I caught a VCR on Berlin. I never got it to work.


----------



## bigbasslew

Lynxis said:


> My Dad and I had just arrived at Fletchers Pond and decided to go out that evening. One one of our first casts he reels in a big ball of propwash weeds.
> 
> In the weeds was a gigantic ball of carp eggs and ...such....
> 
> He went to unhook the weeds and saw the "stuff" on the weeds and stopped and said EW! Just then the whole mess slopped off his lure onto the carpet on the deck of my boat. Just disgusting.
> 
> So, i try to find something to "scrape" the stuff up, all the while its girating back and forth looking as disgusting as possible. I couldnt find anything so i just used my hands and started to throw it back in the water. Stuff got EVERYWHERE. We started laughing so hard we could barely breathe. So hard in fact i had to hand Dad a bucket which he proceeded to throw up into.
> 
> Finally i finished cleaning up the mess off the carpet. We start to calm down a little bit. Rinse out the bucket. Dad then coughs up a nasty post-puke hawker, and spits it out into the lake.
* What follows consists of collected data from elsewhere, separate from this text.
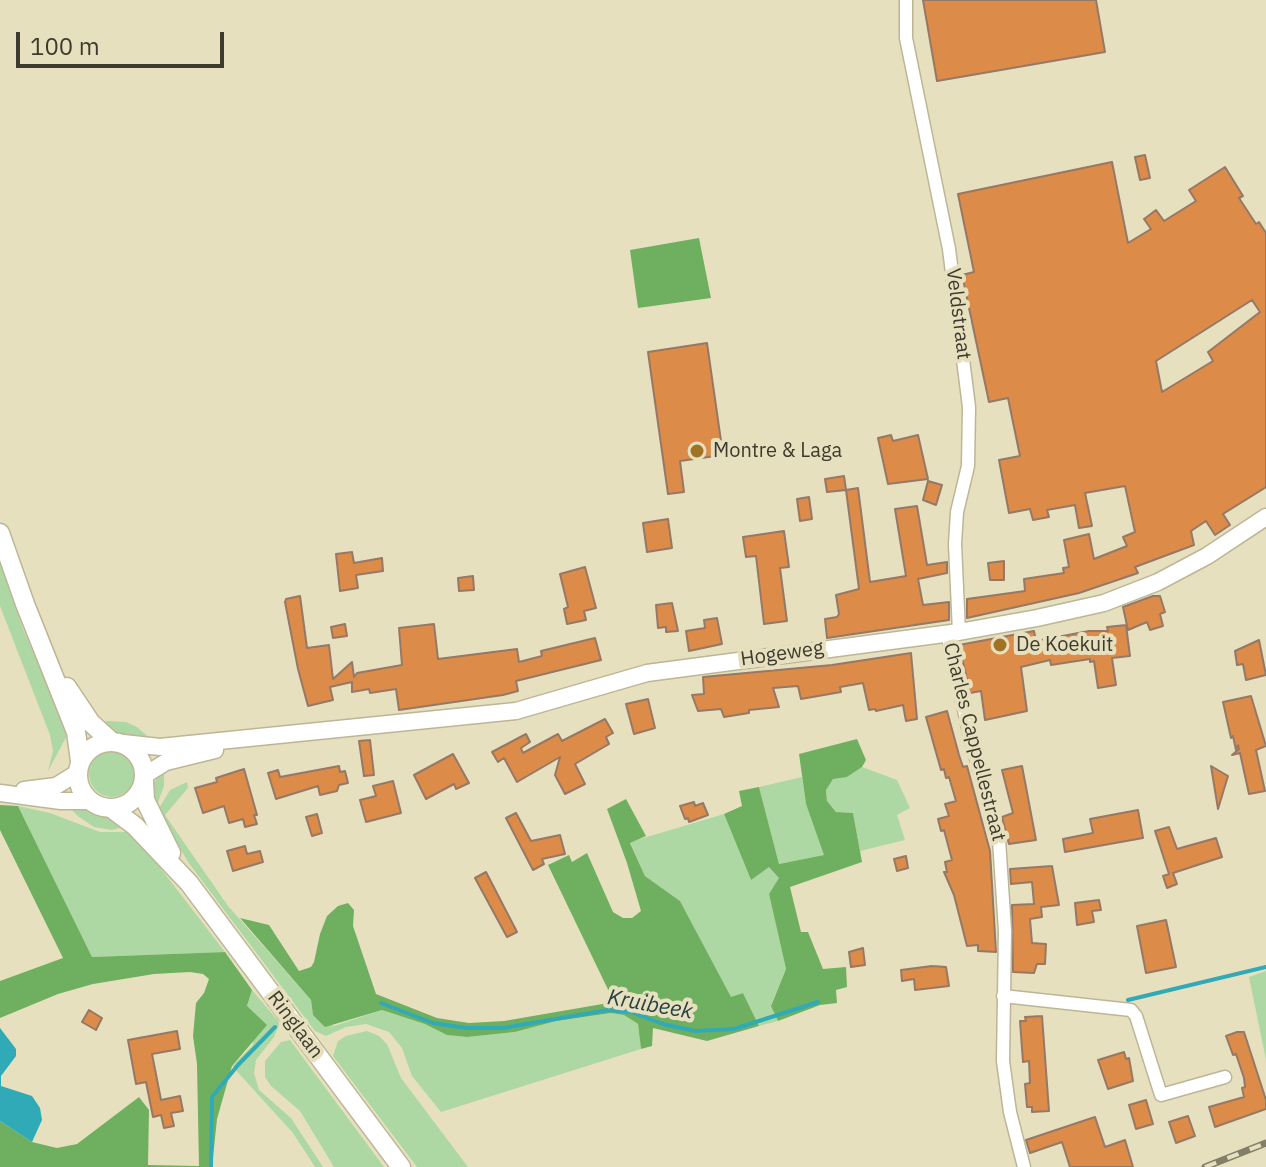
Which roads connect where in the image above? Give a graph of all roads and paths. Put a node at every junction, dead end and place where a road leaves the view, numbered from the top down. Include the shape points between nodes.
1 (906, 0) edge
2 (1266, 517) edge
3 (0, 533) edge
4 (953, 632) junction
5 (45, 655) junction
6 (279, 735) junction
7 (117, 742) junction
8 (79, 767) junction
9 (144, 778) junction
10 (1, 793) edge
11 (89, 801) junction
12 (111, 808) junction
13 (189, 883) junction
14 (1003, 996) junction
15 (1225, 1077) dead end
16 (401, 1167) edge
17 (1024, 1167) edge

1 - 4 street, Veldstraat via 906,38 949,249 969,407 968,466 957,512
2 - 4 street, Hogeweg via 1207,556 1104,603
3 - 5 main road, Ringlaan
4 - 6 street, Hogeweg via 647,673 516,711
4 - 14 street, Charles Cappellestraat via 970,737 999,840
5 - 7 main road, Ringlaan via 91,723
5 - 8 main road, Ringlaan via 76,732
6 - 7 street, Hogeweg via 160,747
6 - 9 street, Hogeweg via 166,762
7 - 8 main road via 98,743
7 - 9 main road, Ringlaan via 139,756
8 - 10 street via 56,786
8 - 11 main road, Ringlaan via 82,793
9 - 12 main road via 138,795
9 - 13 main road, Ringlaan via 145,800
10 - 11 street
11 - 12 main road, Ringlaan
12 - 13 main road, Ringlaan via 145,835
13 - 16 main road, Ringlaan
14 - 15 street via 1131,1010 1161,1095
14 - 17 street, Charles Cappellestraat via 1005,1081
Only it lands on my carpeted gun rail...
> 
> Carp eggs, carp sperm, decaying plant matter, puke, and spit all in a span of about 3 minutes....
> 
> I looked at him and said.... thats it.. we're going home.


Is Fletchers Pond located in Michigan?


----------



## Lowell H Turner

A beer bottle with a softcraw in it ! I "legally" hooked it in the mouth of the bottle which had been in the water for sometime, being covered with algae. was gonna put it in the trash, poured out the muck and out falls a SOFT CRAW ! He (she/ "it") was good as bait for 1 strong hit that I missed...


----------



## Lynxis

bigbasslew said:


> Is Fletchers Pond located in Michigan?


Yes. Its near Thunder Bay, on the northeast side of the state. LP.


----------



## bigbasslew

Lynxis said:


> Yes. Its near Thunder Bay, on the northeast side of the state. LP.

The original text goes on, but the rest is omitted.